The required output is the line that contains "I am building a map index. Convert" through the last line of the data, retyped verbatim and with nothing added.

===== Dataset

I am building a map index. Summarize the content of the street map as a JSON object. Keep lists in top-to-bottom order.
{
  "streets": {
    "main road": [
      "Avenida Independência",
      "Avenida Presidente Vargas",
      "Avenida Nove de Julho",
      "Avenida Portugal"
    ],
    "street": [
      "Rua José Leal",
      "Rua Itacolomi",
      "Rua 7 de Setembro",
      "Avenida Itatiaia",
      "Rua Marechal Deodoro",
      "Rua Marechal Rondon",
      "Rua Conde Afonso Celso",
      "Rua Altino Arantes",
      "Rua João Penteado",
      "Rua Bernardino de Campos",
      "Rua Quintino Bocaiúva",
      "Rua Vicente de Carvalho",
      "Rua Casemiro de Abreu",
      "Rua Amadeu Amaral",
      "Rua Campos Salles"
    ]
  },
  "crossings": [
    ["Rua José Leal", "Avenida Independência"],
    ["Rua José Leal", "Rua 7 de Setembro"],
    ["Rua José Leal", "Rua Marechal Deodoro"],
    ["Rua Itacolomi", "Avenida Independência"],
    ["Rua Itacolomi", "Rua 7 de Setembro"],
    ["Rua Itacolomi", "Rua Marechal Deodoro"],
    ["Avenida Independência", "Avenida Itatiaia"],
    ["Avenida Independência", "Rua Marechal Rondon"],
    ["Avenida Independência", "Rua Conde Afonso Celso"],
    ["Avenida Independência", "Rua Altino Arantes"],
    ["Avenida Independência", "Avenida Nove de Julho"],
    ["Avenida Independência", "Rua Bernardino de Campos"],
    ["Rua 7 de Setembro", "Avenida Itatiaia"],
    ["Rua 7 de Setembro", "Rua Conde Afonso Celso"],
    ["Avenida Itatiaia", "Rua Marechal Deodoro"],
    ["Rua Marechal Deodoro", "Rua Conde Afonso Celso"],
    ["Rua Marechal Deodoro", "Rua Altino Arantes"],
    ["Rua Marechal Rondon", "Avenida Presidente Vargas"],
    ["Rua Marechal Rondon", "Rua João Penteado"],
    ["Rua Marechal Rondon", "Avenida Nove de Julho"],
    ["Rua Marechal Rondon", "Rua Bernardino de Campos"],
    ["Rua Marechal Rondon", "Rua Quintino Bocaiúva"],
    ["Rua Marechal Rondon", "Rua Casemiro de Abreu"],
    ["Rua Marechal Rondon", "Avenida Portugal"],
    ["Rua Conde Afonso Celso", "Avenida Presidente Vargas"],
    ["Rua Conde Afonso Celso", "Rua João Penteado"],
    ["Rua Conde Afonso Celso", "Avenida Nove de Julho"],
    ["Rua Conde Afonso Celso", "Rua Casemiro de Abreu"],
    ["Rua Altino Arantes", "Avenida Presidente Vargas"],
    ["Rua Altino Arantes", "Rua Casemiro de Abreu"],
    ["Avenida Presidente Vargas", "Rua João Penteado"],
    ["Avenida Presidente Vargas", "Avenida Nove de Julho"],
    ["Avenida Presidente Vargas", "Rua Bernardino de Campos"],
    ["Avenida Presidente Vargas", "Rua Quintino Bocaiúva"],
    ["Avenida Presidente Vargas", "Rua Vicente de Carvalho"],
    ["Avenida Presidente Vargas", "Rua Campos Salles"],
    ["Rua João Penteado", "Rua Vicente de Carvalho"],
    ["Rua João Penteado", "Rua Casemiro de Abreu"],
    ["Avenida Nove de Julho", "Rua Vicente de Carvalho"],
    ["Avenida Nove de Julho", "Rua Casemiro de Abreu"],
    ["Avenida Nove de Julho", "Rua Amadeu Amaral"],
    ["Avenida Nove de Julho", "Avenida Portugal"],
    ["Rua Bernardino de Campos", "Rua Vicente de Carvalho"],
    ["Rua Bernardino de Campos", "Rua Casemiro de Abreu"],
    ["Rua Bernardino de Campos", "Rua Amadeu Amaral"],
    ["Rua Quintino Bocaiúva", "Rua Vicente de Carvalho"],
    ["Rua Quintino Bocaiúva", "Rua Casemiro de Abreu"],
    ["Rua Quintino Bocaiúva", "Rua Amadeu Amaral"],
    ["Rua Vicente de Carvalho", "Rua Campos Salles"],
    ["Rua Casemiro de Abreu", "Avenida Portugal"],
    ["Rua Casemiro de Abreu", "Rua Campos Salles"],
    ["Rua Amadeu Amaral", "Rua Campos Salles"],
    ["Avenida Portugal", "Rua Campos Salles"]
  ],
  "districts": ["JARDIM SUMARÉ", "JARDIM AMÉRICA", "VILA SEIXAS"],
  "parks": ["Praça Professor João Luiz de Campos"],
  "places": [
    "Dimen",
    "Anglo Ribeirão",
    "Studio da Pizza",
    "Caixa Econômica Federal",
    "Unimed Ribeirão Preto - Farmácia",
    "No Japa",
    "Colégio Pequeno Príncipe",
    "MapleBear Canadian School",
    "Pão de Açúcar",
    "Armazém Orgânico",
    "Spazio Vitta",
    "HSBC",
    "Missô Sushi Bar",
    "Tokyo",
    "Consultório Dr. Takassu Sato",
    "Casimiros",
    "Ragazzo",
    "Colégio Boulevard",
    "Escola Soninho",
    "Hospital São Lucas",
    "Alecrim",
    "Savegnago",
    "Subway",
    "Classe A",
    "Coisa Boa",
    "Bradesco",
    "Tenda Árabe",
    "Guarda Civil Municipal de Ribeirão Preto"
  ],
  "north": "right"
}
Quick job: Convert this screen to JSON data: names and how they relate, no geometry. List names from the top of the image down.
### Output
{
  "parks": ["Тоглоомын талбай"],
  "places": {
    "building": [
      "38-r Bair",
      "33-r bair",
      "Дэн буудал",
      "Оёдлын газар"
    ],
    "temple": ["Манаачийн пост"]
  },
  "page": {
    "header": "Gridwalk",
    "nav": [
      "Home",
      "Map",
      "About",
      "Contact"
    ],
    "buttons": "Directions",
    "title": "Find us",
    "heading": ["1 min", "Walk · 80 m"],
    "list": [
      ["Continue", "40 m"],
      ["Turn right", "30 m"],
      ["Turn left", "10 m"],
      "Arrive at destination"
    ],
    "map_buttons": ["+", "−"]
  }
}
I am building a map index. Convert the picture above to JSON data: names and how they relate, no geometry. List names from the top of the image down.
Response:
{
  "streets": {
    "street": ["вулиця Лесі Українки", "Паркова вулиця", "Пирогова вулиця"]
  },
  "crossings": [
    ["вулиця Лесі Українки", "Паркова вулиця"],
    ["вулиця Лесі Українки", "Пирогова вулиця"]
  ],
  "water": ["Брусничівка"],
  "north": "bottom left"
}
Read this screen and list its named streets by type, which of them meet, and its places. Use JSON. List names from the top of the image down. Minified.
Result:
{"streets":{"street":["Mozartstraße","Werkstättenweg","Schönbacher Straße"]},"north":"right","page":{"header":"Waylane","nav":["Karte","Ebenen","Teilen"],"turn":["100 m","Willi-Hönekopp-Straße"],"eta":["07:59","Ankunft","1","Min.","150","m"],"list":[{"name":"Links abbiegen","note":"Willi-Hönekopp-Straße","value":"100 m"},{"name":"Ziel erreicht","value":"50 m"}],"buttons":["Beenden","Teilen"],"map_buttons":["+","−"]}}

==========

▸ Finished task:
I am building a map index. Convert the picture above to JSON data: names and how they relate, no geometry. List names from the top of the image down.
Response:
{
  "streets": {
    "street": ["вулиця Лесі Українки", "Паркова вулиця", "Пирогова вулиця"]
  },
  "crossings": [
    ["вулиця Лесі Українки", "Паркова вулиця"],
    ["вулиця Лесі Українки", "Пирогова вулиця"]
  ],
  "water": ["Брусничівка"],
  "north": "bottom left"
}
Read this screen and list its named streets by type, which of them meet, and its places. Use JSON. List names from the top of the image down. Minified.
Result:
{"streets":{"street":["Mozartstraße","Werkstättenweg","Schönbacher Straße"]},"north":"right","page":{"header":"Waylane","nav":["Karte","Ebenen","Teilen"],"turn":["100 m","Willi-Hönekopp-Straße"],"eta":["07:59","Ankunft","1","Min.","150","m"],"list":[{"name":"Links abbiegen","note":"Willi-Hönekopp-Straße","value":"100 m"},{"name":"Ziel erreicht","value":"50 m"}],"buttons":["Beenden","Teilen"],"map_buttons":["+","−"]}}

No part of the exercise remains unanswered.